All lines in the material below that contain "Answer" should be located and copied.
### Excerpted data
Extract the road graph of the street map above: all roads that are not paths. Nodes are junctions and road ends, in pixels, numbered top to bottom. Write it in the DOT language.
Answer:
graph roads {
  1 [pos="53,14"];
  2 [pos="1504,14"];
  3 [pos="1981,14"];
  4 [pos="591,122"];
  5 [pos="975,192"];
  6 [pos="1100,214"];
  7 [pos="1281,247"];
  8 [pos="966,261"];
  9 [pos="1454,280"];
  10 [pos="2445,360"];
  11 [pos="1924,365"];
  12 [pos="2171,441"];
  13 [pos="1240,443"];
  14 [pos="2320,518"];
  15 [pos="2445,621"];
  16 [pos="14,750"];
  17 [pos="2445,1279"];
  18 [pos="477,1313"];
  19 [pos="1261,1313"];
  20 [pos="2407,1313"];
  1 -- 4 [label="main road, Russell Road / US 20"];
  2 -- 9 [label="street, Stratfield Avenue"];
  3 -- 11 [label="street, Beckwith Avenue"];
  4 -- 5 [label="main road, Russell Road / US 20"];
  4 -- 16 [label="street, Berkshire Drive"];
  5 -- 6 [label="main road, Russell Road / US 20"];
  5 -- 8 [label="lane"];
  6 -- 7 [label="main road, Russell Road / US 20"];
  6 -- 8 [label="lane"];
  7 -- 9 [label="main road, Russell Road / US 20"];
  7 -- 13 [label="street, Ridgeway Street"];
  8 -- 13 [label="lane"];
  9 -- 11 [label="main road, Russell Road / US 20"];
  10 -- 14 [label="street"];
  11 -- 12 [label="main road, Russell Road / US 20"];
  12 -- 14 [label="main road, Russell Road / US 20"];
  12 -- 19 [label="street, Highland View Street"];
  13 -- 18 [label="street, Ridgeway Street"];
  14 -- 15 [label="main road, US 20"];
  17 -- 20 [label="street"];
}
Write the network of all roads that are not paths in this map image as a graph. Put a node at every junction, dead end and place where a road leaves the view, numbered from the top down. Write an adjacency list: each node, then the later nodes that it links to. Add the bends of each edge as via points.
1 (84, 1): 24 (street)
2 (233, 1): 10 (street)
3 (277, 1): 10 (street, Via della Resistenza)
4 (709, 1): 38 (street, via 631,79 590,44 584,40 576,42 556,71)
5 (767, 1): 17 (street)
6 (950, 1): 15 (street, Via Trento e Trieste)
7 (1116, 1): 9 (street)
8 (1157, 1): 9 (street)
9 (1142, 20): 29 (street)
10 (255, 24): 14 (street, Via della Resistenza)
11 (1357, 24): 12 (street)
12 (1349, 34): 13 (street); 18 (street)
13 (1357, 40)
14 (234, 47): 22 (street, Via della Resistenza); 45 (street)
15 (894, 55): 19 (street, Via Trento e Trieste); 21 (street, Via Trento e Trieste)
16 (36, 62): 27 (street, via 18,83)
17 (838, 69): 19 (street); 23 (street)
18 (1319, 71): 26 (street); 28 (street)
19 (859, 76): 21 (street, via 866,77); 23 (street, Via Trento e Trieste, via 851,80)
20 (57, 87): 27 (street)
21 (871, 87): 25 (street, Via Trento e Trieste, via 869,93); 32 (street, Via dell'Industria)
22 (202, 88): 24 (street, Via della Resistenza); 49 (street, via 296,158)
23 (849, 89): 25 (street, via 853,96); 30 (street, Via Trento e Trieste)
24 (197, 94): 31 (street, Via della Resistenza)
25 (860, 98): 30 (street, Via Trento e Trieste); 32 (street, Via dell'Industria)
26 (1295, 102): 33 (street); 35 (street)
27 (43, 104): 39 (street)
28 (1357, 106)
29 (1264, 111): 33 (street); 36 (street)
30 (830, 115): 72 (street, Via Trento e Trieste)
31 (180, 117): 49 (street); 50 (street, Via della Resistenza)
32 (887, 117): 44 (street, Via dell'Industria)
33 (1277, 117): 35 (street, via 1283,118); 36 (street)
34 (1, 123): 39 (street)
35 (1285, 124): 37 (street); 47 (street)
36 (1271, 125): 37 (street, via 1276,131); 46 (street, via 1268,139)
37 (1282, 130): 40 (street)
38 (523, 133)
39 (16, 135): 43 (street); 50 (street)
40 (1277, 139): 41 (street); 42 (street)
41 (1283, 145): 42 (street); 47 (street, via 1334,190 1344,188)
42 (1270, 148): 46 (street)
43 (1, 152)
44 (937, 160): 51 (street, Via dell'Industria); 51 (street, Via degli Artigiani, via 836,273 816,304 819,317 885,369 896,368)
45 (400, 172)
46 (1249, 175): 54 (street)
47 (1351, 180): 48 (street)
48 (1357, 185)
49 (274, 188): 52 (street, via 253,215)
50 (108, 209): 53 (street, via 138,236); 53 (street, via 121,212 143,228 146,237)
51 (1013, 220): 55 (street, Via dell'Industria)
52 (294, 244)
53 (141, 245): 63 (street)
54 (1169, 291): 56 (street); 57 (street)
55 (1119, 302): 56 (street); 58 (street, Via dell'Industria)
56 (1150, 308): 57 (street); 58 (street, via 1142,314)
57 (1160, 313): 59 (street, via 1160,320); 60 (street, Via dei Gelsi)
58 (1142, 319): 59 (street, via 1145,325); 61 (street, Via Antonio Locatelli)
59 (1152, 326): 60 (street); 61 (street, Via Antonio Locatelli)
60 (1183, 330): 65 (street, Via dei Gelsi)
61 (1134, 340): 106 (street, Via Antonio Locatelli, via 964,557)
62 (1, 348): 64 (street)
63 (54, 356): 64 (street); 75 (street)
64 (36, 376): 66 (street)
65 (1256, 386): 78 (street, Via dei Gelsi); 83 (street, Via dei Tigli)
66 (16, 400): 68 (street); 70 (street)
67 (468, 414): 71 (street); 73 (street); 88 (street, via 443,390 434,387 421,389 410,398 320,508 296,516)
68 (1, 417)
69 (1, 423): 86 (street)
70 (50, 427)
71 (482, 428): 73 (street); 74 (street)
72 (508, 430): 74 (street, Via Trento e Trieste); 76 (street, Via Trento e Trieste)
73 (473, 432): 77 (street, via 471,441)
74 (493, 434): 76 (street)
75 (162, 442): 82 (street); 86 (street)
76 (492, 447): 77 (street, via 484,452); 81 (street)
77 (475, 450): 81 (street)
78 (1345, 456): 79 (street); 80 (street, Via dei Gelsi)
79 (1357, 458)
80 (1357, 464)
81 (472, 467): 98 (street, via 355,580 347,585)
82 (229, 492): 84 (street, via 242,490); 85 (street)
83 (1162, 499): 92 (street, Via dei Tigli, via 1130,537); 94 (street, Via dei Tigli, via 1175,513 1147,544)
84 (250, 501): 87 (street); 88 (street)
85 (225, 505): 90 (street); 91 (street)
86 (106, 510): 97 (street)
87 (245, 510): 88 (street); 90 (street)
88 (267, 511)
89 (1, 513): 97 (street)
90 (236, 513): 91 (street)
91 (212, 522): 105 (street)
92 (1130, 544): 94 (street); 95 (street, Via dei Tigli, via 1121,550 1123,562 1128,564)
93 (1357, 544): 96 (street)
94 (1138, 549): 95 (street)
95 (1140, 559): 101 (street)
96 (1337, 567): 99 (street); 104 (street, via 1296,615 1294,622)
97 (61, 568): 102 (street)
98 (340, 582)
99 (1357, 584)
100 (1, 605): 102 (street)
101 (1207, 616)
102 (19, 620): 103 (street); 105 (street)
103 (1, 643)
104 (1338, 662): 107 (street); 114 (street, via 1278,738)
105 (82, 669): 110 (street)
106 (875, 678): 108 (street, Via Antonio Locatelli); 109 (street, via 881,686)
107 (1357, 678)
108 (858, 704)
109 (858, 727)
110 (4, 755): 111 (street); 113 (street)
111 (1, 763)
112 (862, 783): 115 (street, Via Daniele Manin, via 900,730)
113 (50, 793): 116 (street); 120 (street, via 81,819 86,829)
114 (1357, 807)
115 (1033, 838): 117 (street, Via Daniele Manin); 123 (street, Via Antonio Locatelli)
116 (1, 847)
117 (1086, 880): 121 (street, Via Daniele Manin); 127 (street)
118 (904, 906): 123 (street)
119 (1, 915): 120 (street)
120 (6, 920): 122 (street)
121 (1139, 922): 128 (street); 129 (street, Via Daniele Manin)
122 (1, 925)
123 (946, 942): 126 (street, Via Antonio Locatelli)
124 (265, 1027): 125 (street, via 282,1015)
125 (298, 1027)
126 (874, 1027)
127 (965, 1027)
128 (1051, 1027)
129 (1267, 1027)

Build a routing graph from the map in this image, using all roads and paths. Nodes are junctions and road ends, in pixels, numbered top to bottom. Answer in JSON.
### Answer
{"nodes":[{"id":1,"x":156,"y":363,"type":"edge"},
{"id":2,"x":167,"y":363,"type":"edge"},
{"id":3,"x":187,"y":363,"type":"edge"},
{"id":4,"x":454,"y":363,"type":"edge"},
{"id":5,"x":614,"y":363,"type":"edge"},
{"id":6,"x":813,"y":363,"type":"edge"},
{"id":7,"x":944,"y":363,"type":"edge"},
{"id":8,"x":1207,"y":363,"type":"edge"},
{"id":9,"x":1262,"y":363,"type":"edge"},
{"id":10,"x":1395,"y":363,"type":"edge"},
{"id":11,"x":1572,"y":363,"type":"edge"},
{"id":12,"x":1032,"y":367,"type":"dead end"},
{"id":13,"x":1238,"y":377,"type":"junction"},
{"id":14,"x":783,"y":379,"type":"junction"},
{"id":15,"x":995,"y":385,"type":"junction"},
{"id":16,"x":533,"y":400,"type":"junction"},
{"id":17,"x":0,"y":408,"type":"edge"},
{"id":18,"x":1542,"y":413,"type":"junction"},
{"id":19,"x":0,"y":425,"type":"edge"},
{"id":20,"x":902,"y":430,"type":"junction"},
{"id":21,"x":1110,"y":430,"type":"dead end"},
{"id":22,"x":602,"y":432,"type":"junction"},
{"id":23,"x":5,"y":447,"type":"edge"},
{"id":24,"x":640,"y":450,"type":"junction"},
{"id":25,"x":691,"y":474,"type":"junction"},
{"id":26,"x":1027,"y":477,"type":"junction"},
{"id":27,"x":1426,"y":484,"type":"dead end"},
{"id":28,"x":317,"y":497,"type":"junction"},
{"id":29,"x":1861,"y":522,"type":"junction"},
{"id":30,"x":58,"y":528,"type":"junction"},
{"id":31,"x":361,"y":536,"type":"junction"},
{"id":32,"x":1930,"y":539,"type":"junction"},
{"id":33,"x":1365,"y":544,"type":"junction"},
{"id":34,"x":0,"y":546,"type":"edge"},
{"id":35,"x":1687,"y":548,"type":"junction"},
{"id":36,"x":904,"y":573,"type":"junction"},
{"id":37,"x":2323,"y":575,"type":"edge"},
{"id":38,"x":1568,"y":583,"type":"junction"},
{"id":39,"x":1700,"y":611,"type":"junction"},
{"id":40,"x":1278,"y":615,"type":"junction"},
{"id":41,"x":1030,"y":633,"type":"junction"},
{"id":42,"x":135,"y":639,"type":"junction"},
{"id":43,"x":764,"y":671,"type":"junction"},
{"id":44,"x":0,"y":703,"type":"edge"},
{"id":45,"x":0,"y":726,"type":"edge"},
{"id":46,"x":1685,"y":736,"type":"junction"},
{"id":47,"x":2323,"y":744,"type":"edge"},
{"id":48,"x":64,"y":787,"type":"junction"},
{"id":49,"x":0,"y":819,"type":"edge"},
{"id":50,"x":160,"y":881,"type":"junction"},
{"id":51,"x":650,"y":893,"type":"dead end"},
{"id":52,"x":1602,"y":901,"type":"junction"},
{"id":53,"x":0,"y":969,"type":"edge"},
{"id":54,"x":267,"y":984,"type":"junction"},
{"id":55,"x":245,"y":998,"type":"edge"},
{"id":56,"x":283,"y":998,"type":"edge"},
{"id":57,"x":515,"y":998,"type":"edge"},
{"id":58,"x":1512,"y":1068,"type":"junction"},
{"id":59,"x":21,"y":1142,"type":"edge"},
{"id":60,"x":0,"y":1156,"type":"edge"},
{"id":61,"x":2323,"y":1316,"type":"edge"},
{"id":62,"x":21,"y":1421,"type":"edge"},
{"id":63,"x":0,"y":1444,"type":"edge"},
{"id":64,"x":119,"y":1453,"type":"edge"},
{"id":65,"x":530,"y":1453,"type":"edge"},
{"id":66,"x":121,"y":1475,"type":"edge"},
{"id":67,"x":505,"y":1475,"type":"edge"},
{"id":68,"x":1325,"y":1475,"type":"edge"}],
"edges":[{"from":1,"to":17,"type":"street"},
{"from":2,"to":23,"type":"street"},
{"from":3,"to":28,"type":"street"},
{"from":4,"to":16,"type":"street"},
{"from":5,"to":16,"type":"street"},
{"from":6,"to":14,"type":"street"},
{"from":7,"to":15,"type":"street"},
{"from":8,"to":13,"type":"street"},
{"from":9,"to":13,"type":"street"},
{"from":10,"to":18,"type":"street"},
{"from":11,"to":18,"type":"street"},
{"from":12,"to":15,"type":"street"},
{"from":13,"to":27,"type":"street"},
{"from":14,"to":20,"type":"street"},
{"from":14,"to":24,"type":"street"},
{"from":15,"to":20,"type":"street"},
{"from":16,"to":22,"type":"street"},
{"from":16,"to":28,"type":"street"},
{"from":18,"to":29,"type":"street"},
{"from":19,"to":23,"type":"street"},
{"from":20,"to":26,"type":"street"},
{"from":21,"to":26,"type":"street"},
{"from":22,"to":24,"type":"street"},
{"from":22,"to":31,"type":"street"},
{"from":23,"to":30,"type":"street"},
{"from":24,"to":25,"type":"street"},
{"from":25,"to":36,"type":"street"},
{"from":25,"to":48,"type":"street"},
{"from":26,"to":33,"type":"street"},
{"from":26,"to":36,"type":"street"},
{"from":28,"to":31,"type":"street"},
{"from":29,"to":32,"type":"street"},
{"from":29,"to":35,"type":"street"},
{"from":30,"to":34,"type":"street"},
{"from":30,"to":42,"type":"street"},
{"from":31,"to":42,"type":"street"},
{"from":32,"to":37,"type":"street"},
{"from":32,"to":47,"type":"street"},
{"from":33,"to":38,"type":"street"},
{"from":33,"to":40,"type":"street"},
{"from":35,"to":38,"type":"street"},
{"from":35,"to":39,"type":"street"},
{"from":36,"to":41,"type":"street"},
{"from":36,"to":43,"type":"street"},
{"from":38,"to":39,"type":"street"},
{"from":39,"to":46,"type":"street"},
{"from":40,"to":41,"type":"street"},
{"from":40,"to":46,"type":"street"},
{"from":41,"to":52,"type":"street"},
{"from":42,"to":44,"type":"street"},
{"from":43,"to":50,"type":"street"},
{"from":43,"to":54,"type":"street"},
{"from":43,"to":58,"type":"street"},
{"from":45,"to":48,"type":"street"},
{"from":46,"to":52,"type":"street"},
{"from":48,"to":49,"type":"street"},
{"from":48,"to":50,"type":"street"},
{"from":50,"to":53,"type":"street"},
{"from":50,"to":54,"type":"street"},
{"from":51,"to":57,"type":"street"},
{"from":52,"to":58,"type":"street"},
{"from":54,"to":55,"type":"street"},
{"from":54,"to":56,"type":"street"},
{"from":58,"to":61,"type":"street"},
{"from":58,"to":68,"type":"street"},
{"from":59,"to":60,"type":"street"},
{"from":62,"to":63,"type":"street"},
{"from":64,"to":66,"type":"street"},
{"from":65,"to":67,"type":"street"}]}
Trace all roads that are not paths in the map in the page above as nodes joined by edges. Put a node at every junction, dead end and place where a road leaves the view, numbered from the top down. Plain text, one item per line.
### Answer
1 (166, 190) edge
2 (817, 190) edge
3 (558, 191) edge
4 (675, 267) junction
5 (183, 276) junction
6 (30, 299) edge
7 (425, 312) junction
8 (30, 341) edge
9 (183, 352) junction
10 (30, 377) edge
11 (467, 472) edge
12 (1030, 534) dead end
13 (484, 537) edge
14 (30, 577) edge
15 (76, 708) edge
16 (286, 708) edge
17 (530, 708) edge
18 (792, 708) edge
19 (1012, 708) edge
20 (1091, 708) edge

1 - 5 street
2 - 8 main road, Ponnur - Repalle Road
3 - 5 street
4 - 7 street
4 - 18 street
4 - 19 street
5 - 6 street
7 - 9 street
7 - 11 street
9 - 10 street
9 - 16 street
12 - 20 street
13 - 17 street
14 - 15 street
######
Response to the task:
Answer:
Build a routing graph from the map in this image, using all roads and paths. Nodes are junctions and road ends, in pixels, numbered top to bottom. Answer in JSON.
### Answer
### Answer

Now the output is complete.